• _Bounding box coordinate data_:
********************
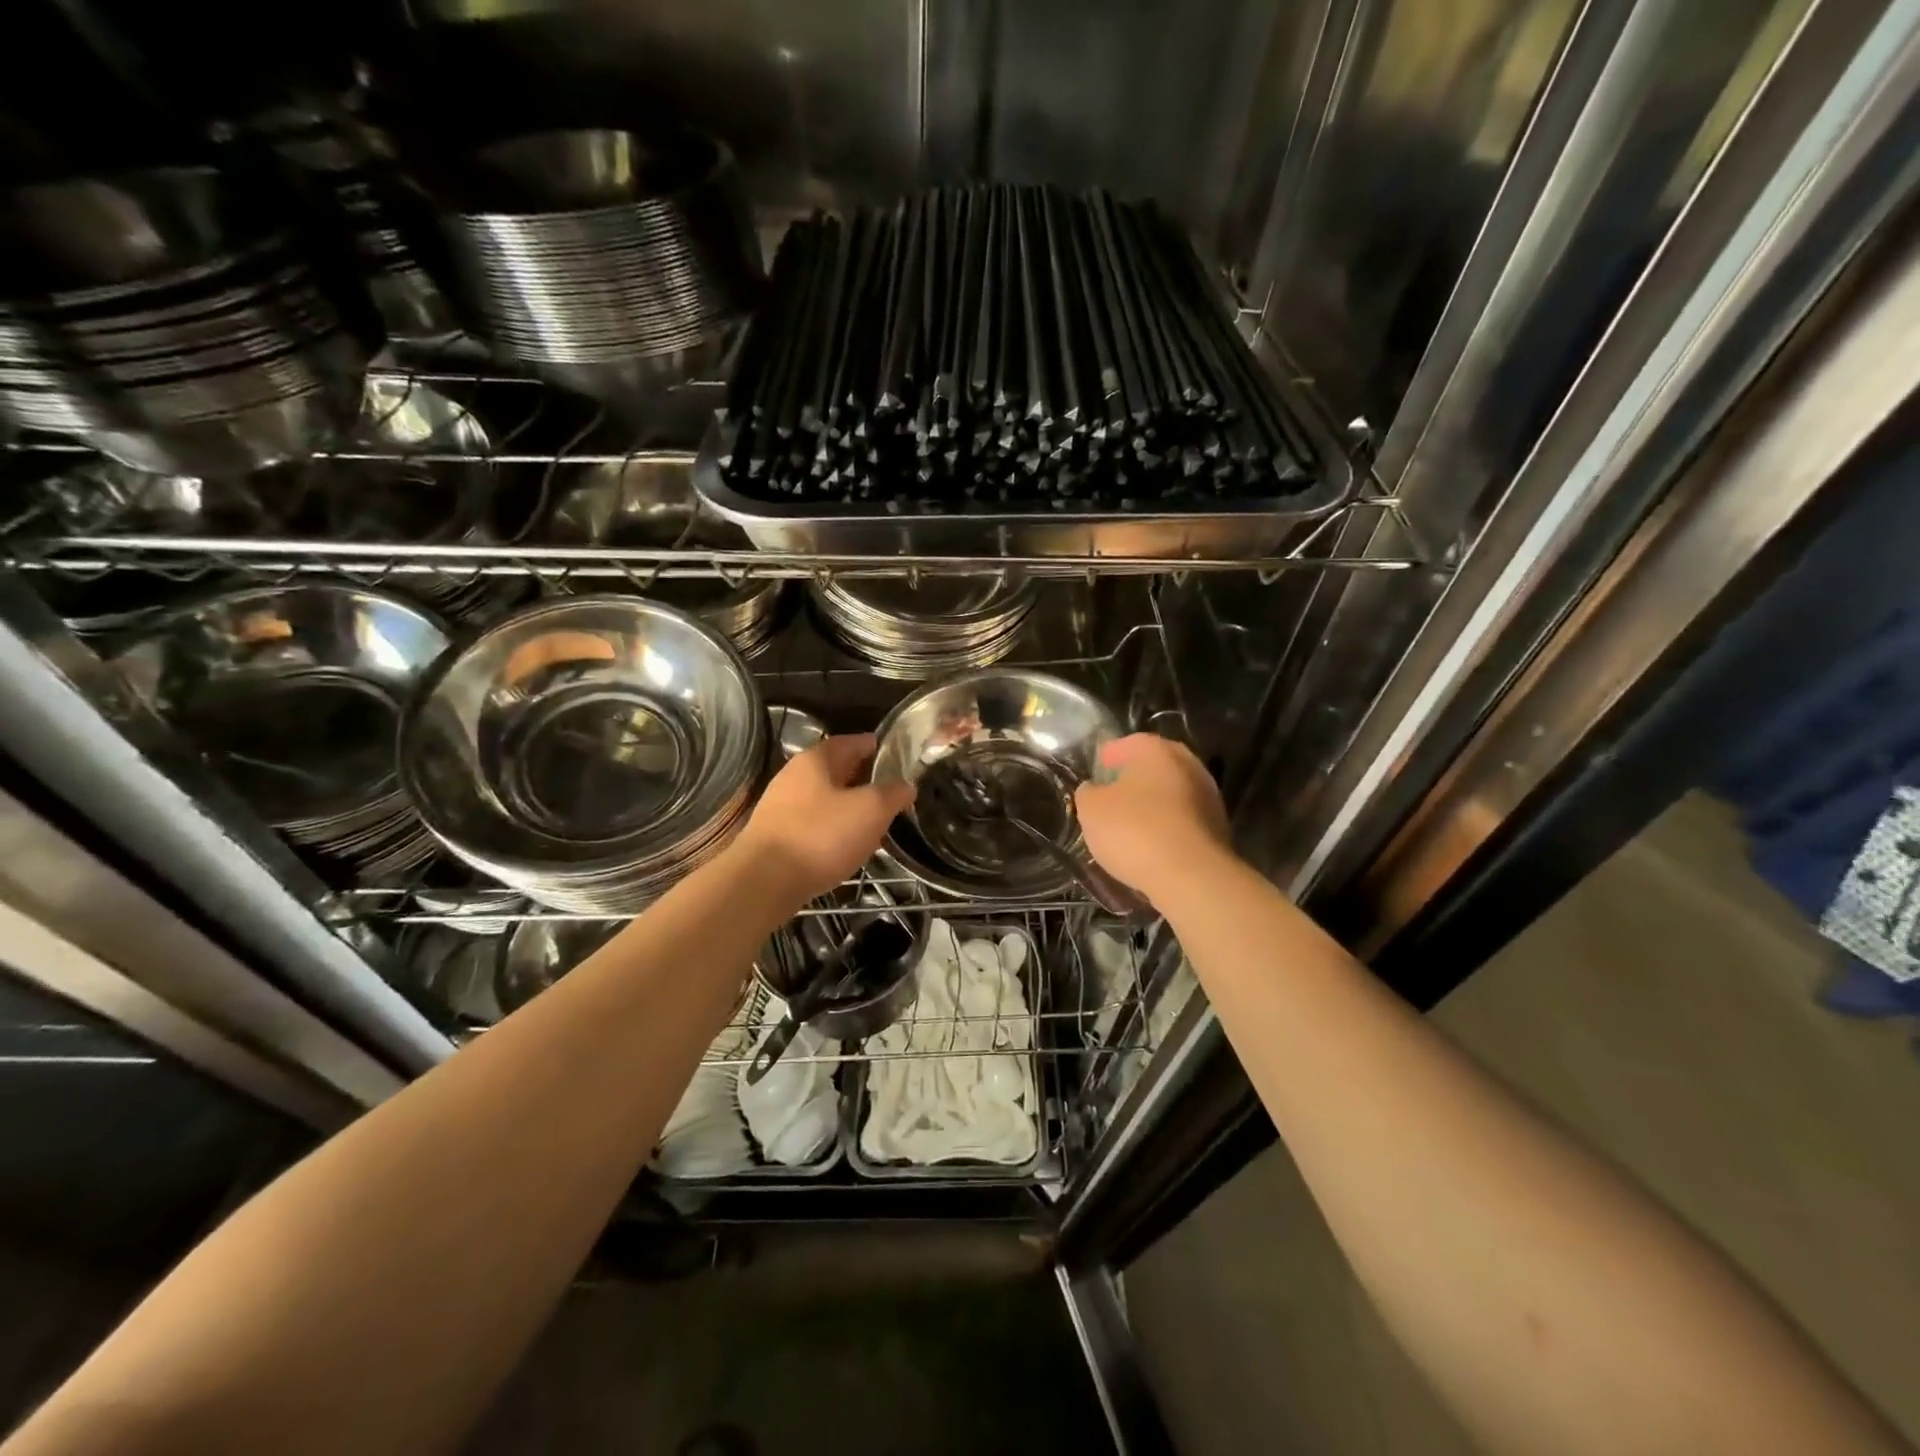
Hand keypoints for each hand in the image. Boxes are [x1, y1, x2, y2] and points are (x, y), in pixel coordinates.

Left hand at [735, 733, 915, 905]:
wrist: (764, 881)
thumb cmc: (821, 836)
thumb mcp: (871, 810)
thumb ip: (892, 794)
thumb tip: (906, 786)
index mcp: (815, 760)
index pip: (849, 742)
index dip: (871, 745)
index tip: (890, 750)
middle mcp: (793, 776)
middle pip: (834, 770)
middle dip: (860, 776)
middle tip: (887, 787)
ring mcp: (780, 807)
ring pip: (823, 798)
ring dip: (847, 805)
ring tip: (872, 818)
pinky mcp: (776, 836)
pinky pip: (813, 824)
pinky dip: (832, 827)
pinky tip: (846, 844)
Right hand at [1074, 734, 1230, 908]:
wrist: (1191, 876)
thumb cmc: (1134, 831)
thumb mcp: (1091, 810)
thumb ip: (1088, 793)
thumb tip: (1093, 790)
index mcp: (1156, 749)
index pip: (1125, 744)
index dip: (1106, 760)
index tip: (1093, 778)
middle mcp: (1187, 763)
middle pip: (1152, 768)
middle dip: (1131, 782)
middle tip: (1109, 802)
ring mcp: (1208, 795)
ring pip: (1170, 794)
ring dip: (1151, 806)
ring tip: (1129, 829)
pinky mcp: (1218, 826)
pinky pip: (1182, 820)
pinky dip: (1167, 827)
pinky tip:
********************
• _Exercise instructions_: Return every line from the entries above that contains the word "middle".

• _Result for this task_:
middle mcp: (793, 776)
middle pip: (834, 770)
middle dip: (860, 776)
middle tip: (887, 787)
middle mcp: (1187, 763)
middle pip: (1152, 768)
middle dip: (1131, 782)
middle tip: (1109, 802)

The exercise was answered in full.